## Work task
Please give back the listing exactly, without any of its pictures.
• • • • • • •
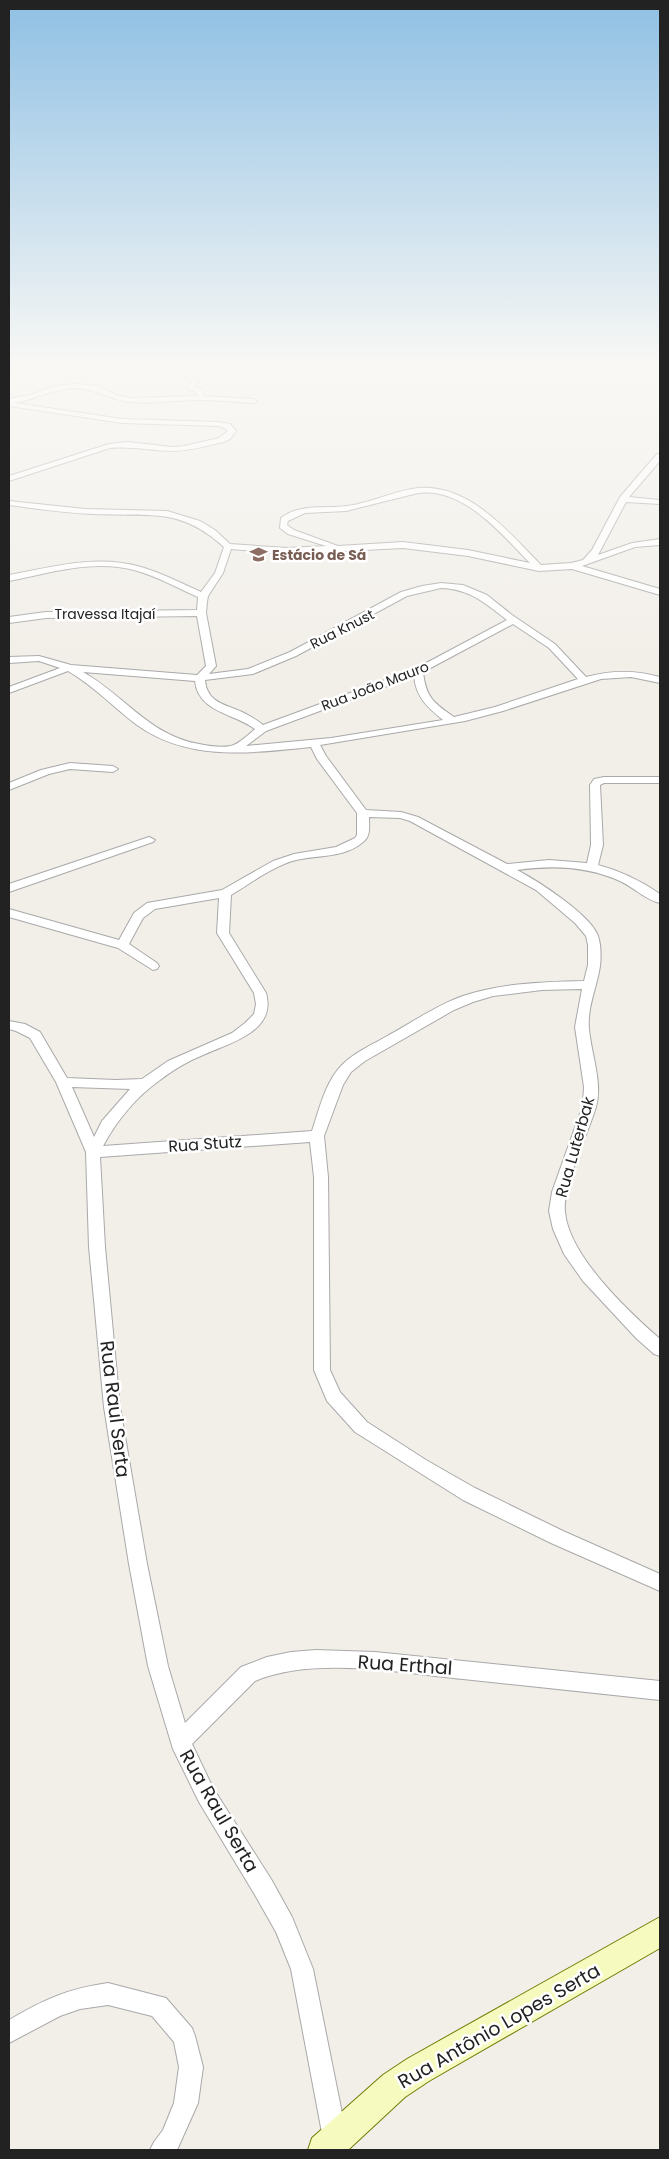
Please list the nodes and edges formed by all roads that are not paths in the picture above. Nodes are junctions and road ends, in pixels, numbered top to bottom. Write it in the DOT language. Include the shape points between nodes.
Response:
graph roads {
  1 [pos="57,464"];
  2 [pos="653,464"];
  3 [pos="9,480"];
  4 [pos="623,499"];
  5 [pos="9,502"];
  6 [pos="660,502"];
  7 [pos="660,542"];
  8 [pos="228,546"];
  9 [pos="340,548"];
  10 [pos="586,562"];
  11 [pos="572,566"];
  12 [pos="539,568"];
  13 [pos="9,578"];
  14 [pos="660,592"];
  15 [pos="203,596"];
  16 [pos="201,613"];
  17 [pos="9,620"];
  18 [pos="513,620"];
  19 [pos="9,660"];
  20 [pos="68,668"];
  21 [pos="418,671"];
  22 [pos="200,678"];
  23 [pos="583,679"];
  24 [pos="660,680"];
  25 [pos="9,690"];
  26 [pos="452,721"];
  27 [pos="262,729"];
  28 [pos="314,743"];
  29 [pos="235,748"];
  30 [pos="113,768"];
  31 [pos="660,780"];
  32 [pos="9,787"];
  33 [pos="363,812"];
  34 [pos="149,840"];
  35 [pos="592,866"];
  36 [pos="506,868"];
  37 [pos="9,888"];
  38 [pos="225,893"];
  39 [pos="660,900"];
  40 [pos="9,913"];
  41 [pos="122,945"];
  42 [pos="153,966"];
  43 [pos="590,985"];
  44 [pos="9,1024"];
  45 [pos="63,1082"];
  46 [pos="145,1084"];
  47 [pos="318,1136"];
  48 [pos="93,1152"];
  49 [pos="660,1349"];
  50 [pos="660,1584"];
  51 [pos="660,1690"];
  52 [pos="180,1742"];
  53 [pos="660,1932"];
  54 [pos="9,2032"];
  55 [pos="330,2144"];
  56 [pos="162,2150"];
  1 -- 3 [label="street"];
  2 -- 4 [label="street"];
  4 -- 6 [label="street"];
  4 -- 10 [label="street" via="596,551"];
  5 -- 8 [label="street" via="96,512 178,514 204,526"];
  7 -- 10 [label="street" via="634,544"];
  8 -- 9 [label="street" via="287,551"];
  8 -- 15 [label="street" via="219,573"];
  9 -- 12 [label="street" via="431,548"];
  9 -- 12 [label="street" via="291,532 283,526 284,520 295,512 356,507 428,490 471,504 492,520"];
  10 -- 11 [label="street"];
  11 -- 12 [label="street"];
  11 -- 14 [label="street"];
  13 -- 15 [label="street" via="86,564 114,564 146,572"];
  15 -- 16 [label="street"];
  16 -- 17 [label="street, Travessa Itajaí" via="46,615"];
  16 -- 22 [label="street" via="211,666"];
  18 -- 21 [label="street, Rua João Mauro"];
  18 -- 22 [label="street, Rua Knust" via="480,594 461,587 430,586 404,594 259,670"];
  18 -- 23 [label="street, Rua Knust" via="548,644"];
  19 -- 20 [label="street" via="41,659"];
  20 -- 22 [label="street, Rua Knust"];
  20 -- 25 [label="street"];
  20 -- 29 [label="street" via="95,684 145,727 164,738 208,749"];
  21 -- 26 [label="street" via="422,696"];
  21 -- 27 [label="street, Rua João Mauro"];
  22 -- 27 [label="street" via="202,694 208,701 245,717"];
  23 -- 24 [label="street" via="626,674"];
  23 -- 26 [label="street" via="479,715"];
  26 -- 28 [label="street"];
  27 -- 29 [label="street, Rua João Mauro"];
  28 -- 29 [label="street"];
  28 -- 33 [label="street"];
  30 -- 32 [label="street" via="63,767"];
  31 -- 35 [label="street" via="604,780 595,785 597,845"];
  33 -- 36 [label="street, Rua Luterbak" via="414,819"];
  33 -- 38 [label="street" via="363,835 351,846 277,863"];
  34 -- 37 [label="street"];
  35 -- 36 [label="street" via="539,862"];
  35 -- 39 [label="street" via="637,884"];
  36 -- 43 [label="street, Rua Luterbak" via="540,887 587,929 594,944"];
  38 -- 41 [label="street" via="151,906 138,916"];
  38 -- 46 [label="street, Rua Raul Serta" via="223,933 260,993 263,1004 260,1015 237,1036 173,1064"];
  40 -- 41 [label="street"];
  41 -- 42 [label="street"];
  43 -- 47 [label="street" via="493,992 449,1007 346,1069 336,1084"];
  43 -- 49 [label="street, Rua Luterbak" via="582,1027 591,1087 590,1105 560,1192 557,1211 572,1254 589,1277"];
  44 -- 45 [label="street" via="34,1035"];
  45 -- 46 [label="street"];
  45 -- 48 [label="street"];
  46 -- 48 [label="street, Rua Raul Serta" via="107,1125"];
  47 -- 48 [label="street, Rua Stutz"];
  47 -- 50 [label="street" via="322,1370 333,1396 362,1427 469,1494"];
  48 -- 52 [label="street, Rua Raul Serta" via="97,1247 112,1407 158,1666"];
  51 -- 52 [label="street, Rua Erthal" via="375,1661 291,1661 248,1674"];
  52 -- 55 [label="street, Rua Raul Serta" via="206,1795 284,1925 302,1969"];
  53 -- 55 [label="street, Rua Antônio Lopes Serta" via="418,2070 394,2086"];
  54 -- 56 [label="street" via="55,2006 80,1998 108,1994 158,2006 184,2036 191,2067 186,2103 172,2138"];
}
• • • • • • •
## Task response
Please list the nodes and edges formed by all roads that are not paths in the picture above. Nodes are junctions and road ends, in pixels, numbered top to bottom. Write it in the DOT language. Include the shape points between nodes.
Response:
graph roads {
  1 [pos="57,464"];
  2 [pos="653,464"];
  3 [pos="9,480"];
  4 [pos="623,499"];
  5 [pos="9,502"];
  6 [pos="660,502"];
  7 [pos="660,542"];
  8 [pos="228,546"];
  9 [pos="340,548"];
  10 [pos="586,562"];
  11 [pos="572,566"];
  12 [pos="539,568"];
  13 [pos="9,578"];
  14 [pos="660,592"];
  15 [pos="203,596"];
  16 [pos="201,613"];
  17 [pos="9,620"];
  18 [pos="513,620"];
  19 [pos="9,660"];
  20 [pos="68,668"];
  21 [pos="418,671"];
  22 [pos="200,678"];
  23 [pos="583,679"];
  24 [pos="660,680"];
  25 [pos="9,690"];
  26 [pos="452,721"];
  27 [pos="262,729"];
  28 [pos="314,743"];
  29 [pos="235,748"];
  30 [pos="113,768"];
  31 [pos="660,780"];
  32 [pos="9,787"];
  33 [pos="363,812"];
  34 [pos="149,840"];
  35 [pos="592,866"];
  36 [pos="506,868"];
  37 [pos="9,888"];
  38 [pos="225,893"];
  39 [pos="660,900"];
  40 [pos="9,913"];
  41 [pos="122,945"];
  42 [pos="153,966"];
  43 [pos="590,985"];
  44 [pos="9,1024"];
  45 [pos="63,1082"];
  46 [pos="145,1084"];
  47 [pos="318,1136"];
  48 [pos="93,1152"];
  49 [pos="660,1349"];
  50 [pos="660,1584"];
  51 [pos="660,1690"];
  52 [pos="180,1742"];
  53 [pos="660,1932"];
  54 [pos="9,2032"];
  55 [pos="330,2144"];
  56 [pos="162,2150"];
  1 -- 3 [label="street"];
  2 -- 4 [label="street"];
  4 -- 6 [label="street"];
  4 -- 10 [label="street" via="596,551"];
  5 -- 8 [label="street" via="96,512 178,514 204,526"];
  7 -- 10 [label="street" via="634,544"];
  8 -- 9 [label="street" via="287,551"];
  8 -- 15 [label="street" via="219,573"];
  9 -- 12 [label="street" via="431,548"];
  9 -- 12 [label="street" via="291,532 283,526 284,520 295,512 356,507 428,490 471,504 492,520"];
  10 -- 11 [label="street"];
  11 -- 12 [label="street"];
  11 -- 14 [label="street"];
  13 -- 15 [label="street" via="86,564 114,564 146,572"];
  15 -- 16 [label="street"];
  16 -- 17 [label="street, Travessa Itajaí" via="46,615"];
  16 -- 22 [label="street" via="211,666"];
  18 -- 21 [label="street, Rua João Mauro"];
  18 -- 22 [label="street, Rua Knust" via="480,594 461,587 430,586 404,594 259,670"];
  18 -- 23 [label="street, Rua Knust" via="548,644"];
  19 -- 20 [label="street" via="41,659"];
  20 -- 22 [label="street, Rua Knust"];
  20 -- 25 [label="street"];
  20 -- 29 [label="street" via="95,684 145,727 164,738 208,749"];
  21 -- 26 [label="street" via="422,696"];
  21 -- 27 [label="street, Rua João Mauro"];
  22 -- 27 [label="street" via="202,694 208,701 245,717"];
  23 -- 24 [label="street" via="626,674"];
  23 -- 26 [label="street" via="479,715"];
  26 -- 28 [label="street"];
  27 -- 29 [label="street, Rua João Mauro"];
  28 -- 29 [label="street"];
  28 -- 33 [label="street"];
  30 -- 32 [label="street" via="63,767"];
  31 -- 35 [label="street" via="604,780 595,785 597,845"];
  33 -- 36 [label="street, Rua Luterbak" via="414,819"];
  33 -- 38 [label="street" via="363,835 351,846 277,863"];
  34 -- 37 [label="street"];
  35 -- 36 [label="street" via="539,862"];
  35 -- 39 [label="street" via="637,884"];
  36 -- 43 [label="street, Rua Luterbak" via="540,887 587,929 594,944"];
  38 -- 41 [label="street" via="151,906 138,916"];
  38 -- 46 [label="street, Rua Raul Serta" via="223,933 260,993 263,1004 260,1015 237,1036 173,1064"];
  40 -- 41 [label="street"];
  41 -- 42 [label="street"];
  43 -- 47 [label="street" via="493,992 449,1007 346,1069 336,1084"];
  43 -- 49 [label="street, Rua Luterbak" via="582,1027 591,1087 590,1105 560,1192 557,1211 572,1254 589,1277"];
  44 -- 45 [label="street" via="34,1035"];
  45 -- 46 [label="street"];
  45 -- 48 [label="street"];
  46 -- 48 [label="street, Rua Raul Serta" via="107,1125"];
  47 -- 48 [label="street, Rua Stutz"];
  47 -- 50 [label="street" via="322,1370 333,1396 362,1427 469,1494"];
  48 -- 52 [label="street, Rua Raul Serta" via="97,1247 112,1407 158,1666"];
  51 -- 52 [label="street, Rua Erthal" via="375,1661 291,1661 248,1674"];
  52 -- 55 [label="street, Rua Raul Serta" via="206,1795 284,1925 302,1969"];
  53 -- 55 [label="street, Rua Antônio Lopes Serta" via="418,2070 394,2086"];
  54 -- 56 [label="street" via="55,2006 80,1998 108,1994 158,2006 184,2036 191,2067 186,2103 172,2138"];
}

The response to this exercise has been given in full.